Sport wird in Fürstenwalde groß geschrieben. Die SPD- Fraktion begrüßt die Nutzung finanzieller Mittel aus dem Konjunkturpaket für den Bau eines Sportplatzes an der Pneumantsporthalle. Stellt aber gleichzeitig den geplanten Ausbau der Straße an der Bäderbahn für Brummis strukturell, ökonomisch, ökologisch und somit grundsätzlich in Frage. Für den Lastwagenverkehr ist bereits eine hervorragend ausgebaute Umgehungsstraße vorhanden. Es gilt die Verkehrsführung so zu gestalten, dass diese auch benutzt wird.

Dem ehrenamtlichen Engagement der Bürgerinnen und Bürger in unserer Stadt dient unser Dank und Anerkennung. Durch Ihre Arbeit unterstützen und stärken sie das gesellschaftliche Zusammenleben. Die Stadt Fürstenwalde würdigt das Engagement zusätzlich durch die Festschreibung von Beiräten in ihrer Hauptsatzung.

Ich möchte die Aufmerksamkeit auf einen sehr wichtigen und zukunftsweisenden Bereich richten.
In den vergangen Jahren haben sich unsere Schulen in Fürstenwalde gewandelt.
Wir haben zahlreiche Ganztagsangebote in allen Schulformen eingerichtet.
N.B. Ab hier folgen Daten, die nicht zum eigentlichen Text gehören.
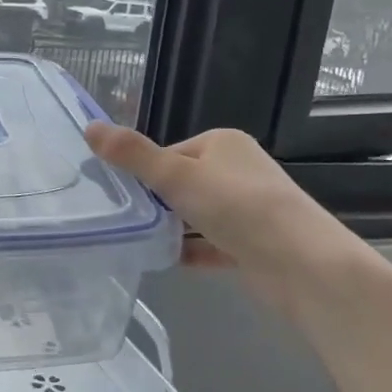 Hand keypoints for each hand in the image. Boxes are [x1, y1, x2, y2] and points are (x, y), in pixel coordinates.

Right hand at [86, 123, 369, 315]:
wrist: (302, 265)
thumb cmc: (237, 207)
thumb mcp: (176, 176)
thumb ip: (132, 154)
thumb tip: (89, 127)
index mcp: (223, 144)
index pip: (169, 153)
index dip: (143, 173)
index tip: (120, 195)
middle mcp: (238, 170)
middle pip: (182, 184)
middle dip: (156, 202)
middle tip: (126, 221)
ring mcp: (249, 209)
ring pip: (196, 215)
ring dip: (171, 228)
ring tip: (139, 242)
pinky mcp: (254, 244)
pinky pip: (211, 244)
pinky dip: (191, 251)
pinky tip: (166, 261) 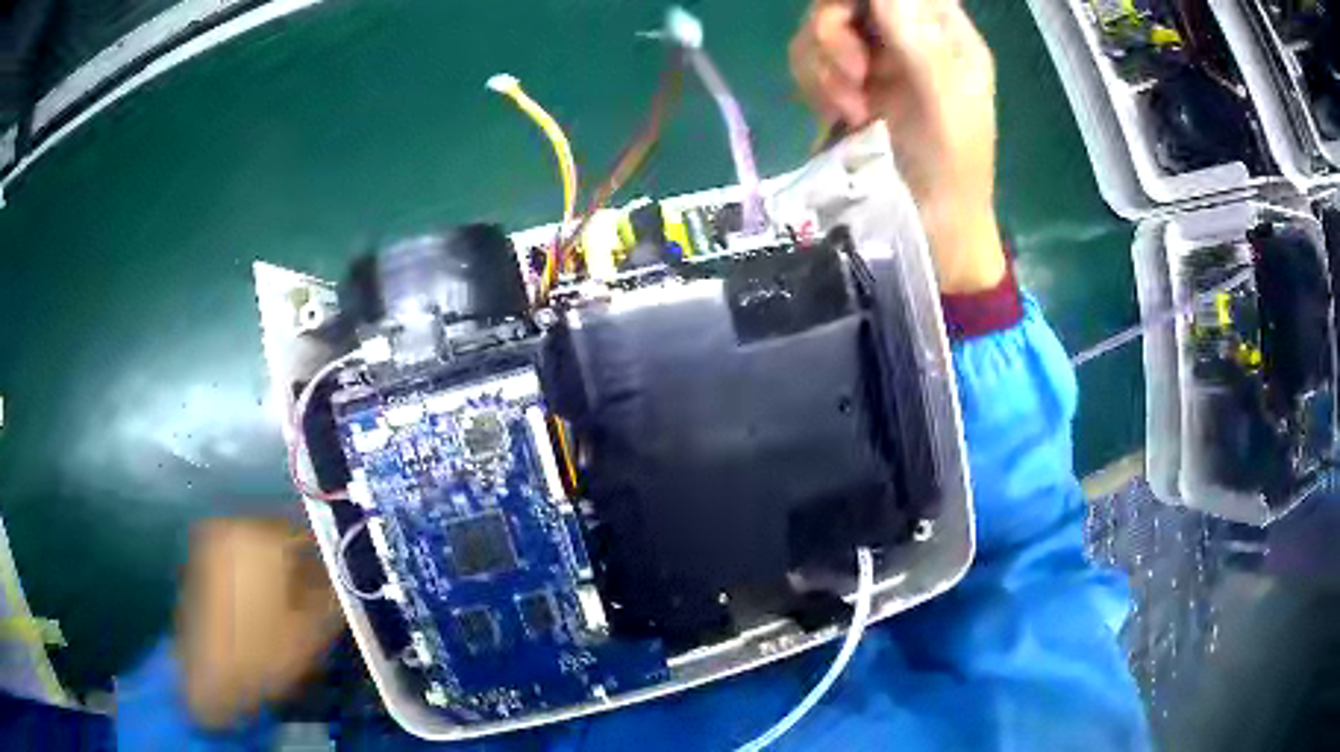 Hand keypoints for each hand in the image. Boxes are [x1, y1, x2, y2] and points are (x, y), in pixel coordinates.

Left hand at [177, 519, 342, 728]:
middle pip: (279, 537)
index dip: (326, 559)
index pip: (306, 532)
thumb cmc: (262, 655)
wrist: (209, 679)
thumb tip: (344, 575)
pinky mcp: (200, 559)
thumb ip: (332, 596)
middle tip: (314, 597)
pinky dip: (254, 574)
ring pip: (257, 547)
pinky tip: (263, 605)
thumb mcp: (311, 632)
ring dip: (276, 569)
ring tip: (289, 605)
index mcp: (259, 536)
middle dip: (299, 563)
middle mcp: (232, 525)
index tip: (337, 583)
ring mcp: (211, 541)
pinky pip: (238, 557)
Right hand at [791, 0, 1005, 293]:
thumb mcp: (944, 103)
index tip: (849, 19)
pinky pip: (808, 61)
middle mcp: (904, 35)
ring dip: (824, 67)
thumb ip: (917, 40)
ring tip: (852, 110)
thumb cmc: (952, 168)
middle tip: (853, 74)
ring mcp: (872, 59)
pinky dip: (815, 85)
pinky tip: (840, 115)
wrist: (929, 226)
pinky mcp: (844, 84)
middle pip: (845, 0)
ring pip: (819, 28)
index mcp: (943, 32)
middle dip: (835, 33)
Das ermöglicht allen
Kindern eine gute Förderung. Bildungschancen für alle Kinder sind für eine zukunftsorientierte Gesellschaft von großer Bedeutung.
Dabei ist uns Sozialdemokraten in Fürstenwalde besonders wichtig, dass die Vereinbarkeit von Familie und Beruf allen sozialen Schichten ermöglicht wird.

Unseren Haushalt für 2009 bewerten wir noch positiv. Ist es der Verwaltung doch noch gelungen einen ausgeglichenen Haushalt vorzulegen. Drücken wir uns gemeinsam die Daumen, das die Steuereinnahmen so kommen wie sie im Haushalt 2009/2010 veranschlagt sind.

Abschließend bedankt sich die SPD- Fraktion ganz herzlich bei allen Mitarbeiterinnen und Mitarbeitern der Verwaltung und bei den Kolleginnen und Kollegen Abgeordneten für die gute Zusammenarbeit. Dem Haushalt 2009 stimmen wir zu.

Ich danke Ihnen für Ihre Aufmerksamkeit!